> _What you are asked to do_:
Below are the records. Retype exactly the lines between the lines holding "Build a routing" and "Please list the", inclusive.

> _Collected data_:

★ ★ ★ ★ ★

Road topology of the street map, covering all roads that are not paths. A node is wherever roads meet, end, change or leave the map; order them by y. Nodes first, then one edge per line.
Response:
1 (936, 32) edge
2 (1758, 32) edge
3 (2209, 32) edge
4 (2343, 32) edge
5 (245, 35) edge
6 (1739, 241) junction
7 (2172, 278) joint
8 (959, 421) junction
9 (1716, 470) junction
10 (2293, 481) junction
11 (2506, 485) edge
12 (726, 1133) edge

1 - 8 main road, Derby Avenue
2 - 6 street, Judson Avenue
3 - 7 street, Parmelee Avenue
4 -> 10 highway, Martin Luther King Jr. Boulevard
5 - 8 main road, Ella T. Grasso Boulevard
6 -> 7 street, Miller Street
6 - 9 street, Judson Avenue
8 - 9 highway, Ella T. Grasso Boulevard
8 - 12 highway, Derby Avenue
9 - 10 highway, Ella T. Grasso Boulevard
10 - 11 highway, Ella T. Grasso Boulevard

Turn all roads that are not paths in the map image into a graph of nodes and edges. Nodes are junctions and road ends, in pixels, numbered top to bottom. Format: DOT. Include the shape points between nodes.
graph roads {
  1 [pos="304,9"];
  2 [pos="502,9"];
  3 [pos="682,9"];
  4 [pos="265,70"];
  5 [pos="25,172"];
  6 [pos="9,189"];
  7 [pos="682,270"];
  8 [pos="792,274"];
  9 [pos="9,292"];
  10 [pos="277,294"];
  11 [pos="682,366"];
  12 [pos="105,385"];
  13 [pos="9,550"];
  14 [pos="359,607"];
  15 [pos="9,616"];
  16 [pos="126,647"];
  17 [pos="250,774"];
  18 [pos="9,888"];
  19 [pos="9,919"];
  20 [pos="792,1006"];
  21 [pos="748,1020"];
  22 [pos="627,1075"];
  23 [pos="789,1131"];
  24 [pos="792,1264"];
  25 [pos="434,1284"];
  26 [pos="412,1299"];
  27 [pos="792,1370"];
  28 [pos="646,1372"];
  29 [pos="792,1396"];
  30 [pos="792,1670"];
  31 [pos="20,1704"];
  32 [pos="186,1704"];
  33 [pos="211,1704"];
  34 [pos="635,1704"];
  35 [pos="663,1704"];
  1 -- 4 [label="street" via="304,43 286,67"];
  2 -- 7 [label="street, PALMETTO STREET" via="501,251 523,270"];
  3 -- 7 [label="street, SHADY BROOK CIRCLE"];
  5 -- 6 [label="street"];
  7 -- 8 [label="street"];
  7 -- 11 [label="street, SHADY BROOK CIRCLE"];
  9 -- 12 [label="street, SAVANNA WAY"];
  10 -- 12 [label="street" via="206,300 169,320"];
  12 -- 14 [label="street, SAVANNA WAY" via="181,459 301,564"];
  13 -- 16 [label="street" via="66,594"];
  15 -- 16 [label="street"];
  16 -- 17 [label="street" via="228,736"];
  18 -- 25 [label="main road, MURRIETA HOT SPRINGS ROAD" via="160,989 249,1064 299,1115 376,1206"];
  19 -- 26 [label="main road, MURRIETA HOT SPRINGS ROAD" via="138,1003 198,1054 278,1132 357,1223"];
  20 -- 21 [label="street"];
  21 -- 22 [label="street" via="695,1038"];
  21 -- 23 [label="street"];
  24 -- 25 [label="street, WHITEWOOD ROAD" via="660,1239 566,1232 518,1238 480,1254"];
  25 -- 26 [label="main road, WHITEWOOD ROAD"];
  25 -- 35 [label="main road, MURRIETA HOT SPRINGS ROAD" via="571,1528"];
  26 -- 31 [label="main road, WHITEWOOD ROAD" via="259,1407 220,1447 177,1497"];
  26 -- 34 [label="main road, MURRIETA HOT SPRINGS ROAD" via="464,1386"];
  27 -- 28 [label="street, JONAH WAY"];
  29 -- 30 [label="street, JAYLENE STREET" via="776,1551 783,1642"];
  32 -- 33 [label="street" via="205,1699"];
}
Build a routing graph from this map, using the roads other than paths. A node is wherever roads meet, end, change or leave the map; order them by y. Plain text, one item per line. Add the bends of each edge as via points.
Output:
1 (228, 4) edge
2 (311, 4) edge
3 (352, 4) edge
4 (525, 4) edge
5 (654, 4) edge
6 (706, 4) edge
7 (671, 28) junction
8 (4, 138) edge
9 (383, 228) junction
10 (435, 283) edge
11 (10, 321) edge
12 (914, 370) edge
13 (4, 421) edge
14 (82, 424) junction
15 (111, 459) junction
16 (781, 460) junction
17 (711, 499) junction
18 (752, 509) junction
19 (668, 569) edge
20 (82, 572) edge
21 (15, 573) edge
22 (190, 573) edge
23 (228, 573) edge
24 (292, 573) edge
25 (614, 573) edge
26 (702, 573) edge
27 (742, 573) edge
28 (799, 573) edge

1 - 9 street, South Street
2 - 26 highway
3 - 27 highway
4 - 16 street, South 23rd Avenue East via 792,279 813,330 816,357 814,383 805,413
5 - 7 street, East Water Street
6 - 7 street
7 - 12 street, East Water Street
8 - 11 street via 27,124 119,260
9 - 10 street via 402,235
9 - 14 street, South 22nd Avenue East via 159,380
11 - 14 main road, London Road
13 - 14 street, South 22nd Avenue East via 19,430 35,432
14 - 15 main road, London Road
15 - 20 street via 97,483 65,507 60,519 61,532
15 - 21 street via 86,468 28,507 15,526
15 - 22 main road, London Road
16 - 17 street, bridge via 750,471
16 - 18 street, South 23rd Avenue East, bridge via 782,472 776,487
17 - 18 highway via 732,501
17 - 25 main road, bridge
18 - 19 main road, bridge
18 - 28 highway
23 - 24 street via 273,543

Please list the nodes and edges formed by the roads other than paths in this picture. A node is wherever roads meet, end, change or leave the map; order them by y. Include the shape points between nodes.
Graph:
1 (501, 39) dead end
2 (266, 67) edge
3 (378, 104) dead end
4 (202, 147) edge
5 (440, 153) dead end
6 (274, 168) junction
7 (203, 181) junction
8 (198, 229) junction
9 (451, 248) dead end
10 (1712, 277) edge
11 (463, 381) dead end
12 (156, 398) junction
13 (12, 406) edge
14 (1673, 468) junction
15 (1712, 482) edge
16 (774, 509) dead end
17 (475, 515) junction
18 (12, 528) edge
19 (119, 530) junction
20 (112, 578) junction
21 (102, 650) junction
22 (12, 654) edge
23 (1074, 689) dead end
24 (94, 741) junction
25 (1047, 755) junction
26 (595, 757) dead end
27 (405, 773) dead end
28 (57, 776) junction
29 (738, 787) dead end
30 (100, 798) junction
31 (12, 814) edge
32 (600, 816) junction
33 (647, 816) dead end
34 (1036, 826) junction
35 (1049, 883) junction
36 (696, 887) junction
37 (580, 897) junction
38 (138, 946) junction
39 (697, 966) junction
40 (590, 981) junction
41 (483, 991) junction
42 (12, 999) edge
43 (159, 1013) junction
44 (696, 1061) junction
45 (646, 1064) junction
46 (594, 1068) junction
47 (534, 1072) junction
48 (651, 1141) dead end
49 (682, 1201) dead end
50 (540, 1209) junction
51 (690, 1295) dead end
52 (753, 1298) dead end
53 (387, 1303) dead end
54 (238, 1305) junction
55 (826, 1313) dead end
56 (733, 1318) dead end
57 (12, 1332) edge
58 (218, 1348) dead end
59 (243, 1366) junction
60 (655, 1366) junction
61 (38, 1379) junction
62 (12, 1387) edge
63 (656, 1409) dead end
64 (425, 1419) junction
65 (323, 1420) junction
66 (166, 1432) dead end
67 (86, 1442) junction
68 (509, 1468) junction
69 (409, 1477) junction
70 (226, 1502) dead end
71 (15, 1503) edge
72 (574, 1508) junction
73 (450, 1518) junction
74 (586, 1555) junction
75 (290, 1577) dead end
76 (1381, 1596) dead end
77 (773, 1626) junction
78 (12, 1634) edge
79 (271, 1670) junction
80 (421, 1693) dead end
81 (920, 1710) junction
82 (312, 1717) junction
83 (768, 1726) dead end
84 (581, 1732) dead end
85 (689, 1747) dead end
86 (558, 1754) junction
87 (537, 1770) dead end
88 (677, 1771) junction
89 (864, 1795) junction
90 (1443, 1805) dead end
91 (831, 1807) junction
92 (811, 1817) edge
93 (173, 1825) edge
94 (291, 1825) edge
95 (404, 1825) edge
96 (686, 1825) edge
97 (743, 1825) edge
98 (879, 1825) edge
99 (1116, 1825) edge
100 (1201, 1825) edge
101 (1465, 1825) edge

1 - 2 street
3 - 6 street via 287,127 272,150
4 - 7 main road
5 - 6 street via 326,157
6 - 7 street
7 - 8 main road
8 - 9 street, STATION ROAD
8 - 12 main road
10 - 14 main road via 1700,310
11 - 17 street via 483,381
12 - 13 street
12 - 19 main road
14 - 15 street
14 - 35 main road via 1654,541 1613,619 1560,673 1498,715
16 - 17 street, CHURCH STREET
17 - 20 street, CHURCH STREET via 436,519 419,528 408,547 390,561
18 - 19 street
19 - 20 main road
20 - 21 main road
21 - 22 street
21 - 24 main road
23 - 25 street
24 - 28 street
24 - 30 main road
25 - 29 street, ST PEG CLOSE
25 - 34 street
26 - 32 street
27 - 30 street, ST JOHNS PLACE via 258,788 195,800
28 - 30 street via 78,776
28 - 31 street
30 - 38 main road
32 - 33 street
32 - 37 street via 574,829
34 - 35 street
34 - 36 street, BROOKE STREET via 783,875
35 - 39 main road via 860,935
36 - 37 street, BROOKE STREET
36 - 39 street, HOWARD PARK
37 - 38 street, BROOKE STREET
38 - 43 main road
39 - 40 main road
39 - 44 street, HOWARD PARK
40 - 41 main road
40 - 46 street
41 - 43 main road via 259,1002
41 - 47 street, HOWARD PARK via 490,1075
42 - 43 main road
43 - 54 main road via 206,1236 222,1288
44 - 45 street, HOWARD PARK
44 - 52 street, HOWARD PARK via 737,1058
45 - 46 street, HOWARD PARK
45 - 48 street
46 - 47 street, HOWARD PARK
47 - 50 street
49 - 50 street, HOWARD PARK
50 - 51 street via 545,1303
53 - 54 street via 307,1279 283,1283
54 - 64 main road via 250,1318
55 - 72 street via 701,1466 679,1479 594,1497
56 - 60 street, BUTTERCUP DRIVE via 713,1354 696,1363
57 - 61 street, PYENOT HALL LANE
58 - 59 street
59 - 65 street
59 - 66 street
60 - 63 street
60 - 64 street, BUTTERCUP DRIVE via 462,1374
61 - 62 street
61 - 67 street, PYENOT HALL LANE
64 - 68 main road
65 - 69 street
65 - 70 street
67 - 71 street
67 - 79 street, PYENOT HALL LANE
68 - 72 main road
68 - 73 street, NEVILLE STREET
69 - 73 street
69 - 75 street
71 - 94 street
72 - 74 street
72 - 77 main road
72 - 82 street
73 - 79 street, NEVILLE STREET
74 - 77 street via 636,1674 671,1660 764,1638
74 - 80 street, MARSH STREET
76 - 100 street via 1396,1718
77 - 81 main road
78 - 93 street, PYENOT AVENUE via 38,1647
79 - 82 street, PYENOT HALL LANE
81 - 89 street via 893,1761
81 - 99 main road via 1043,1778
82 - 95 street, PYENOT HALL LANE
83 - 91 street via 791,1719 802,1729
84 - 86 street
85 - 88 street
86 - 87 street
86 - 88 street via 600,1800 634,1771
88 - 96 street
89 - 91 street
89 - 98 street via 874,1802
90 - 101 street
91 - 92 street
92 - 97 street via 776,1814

★ ★ ★ ★ ★

> _Answer space_:
Build a routing graph from this map, using the roads other than paths. A node is wherever roads meet, end, change or leave the map; order them by y. Plain text, one item per line. Add the bends of each edge as via points.
Output:
1 (228, 4) edge
2 (311, 4) edge
3 (352, 4) edge
4 (525, 4) edge
5 (654, 4) edge
6 (706, 4) edge
7 (671, 28) junction
8 (4, 138) edge
9 (383, 228) junction
10 (435, 283) edge
11 (10, 321) edge
12 (914, 370) edge
13 (4, 421) edge
14 (82, 424) junction
15 (111, 459) junction
16 (781, 460) junction
17 (711, 499) junction
18 (752, 509) junction
19 (668, 569) edge
20 (82, 572) edge
21 (15, 573) edge
22 (190, 573) edge
23 (228, 573) edge
24 (292, 573) edge
25 (614, 573) edge
26 (702, 573) edge
27 (742, 573) edge
28 (799, 573) edge

1 - 9 street, South Street
2 - 26 highway
3 - 27 highway
4 - 16 street, South 23rd Avenue East via 792,279 813,330 816,357 814,383 805,413
5 - 7 street, East Water Street
6 - 7 street
7 - 12 street, East Water Street
8 - 11 street via 27,124 119,260
9 - 10 street via 402,235
9 - 14 street, South 22nd Avenue East via 159,380
11 - 14 main road, London Road
13 - 14 street, South 22nd Avenue East via 19,430 35,432
14 - 15 main road, London Road
15 - 20 street via 97,483 65,507 60,519 61,532
15 - 21 street via 86,468 28,507 15,526
15 - 22 main road, London Road
16 - 17 street, bridge via 750,471
16 - 18 street, South 23rd Avenue East, bridge via 782,472 776,487
17 - 18 highway via 732,501
17 - 25 main road, bridge
18 - 19 main road, bridge
18 - 28 highway
23 - 24 street via 273,543

Please list the nodes and edges formed by the roads other than paths in this picture. A node is wherever roads meet, end, change or leave the map; order them by y. Include the shape points between nodes.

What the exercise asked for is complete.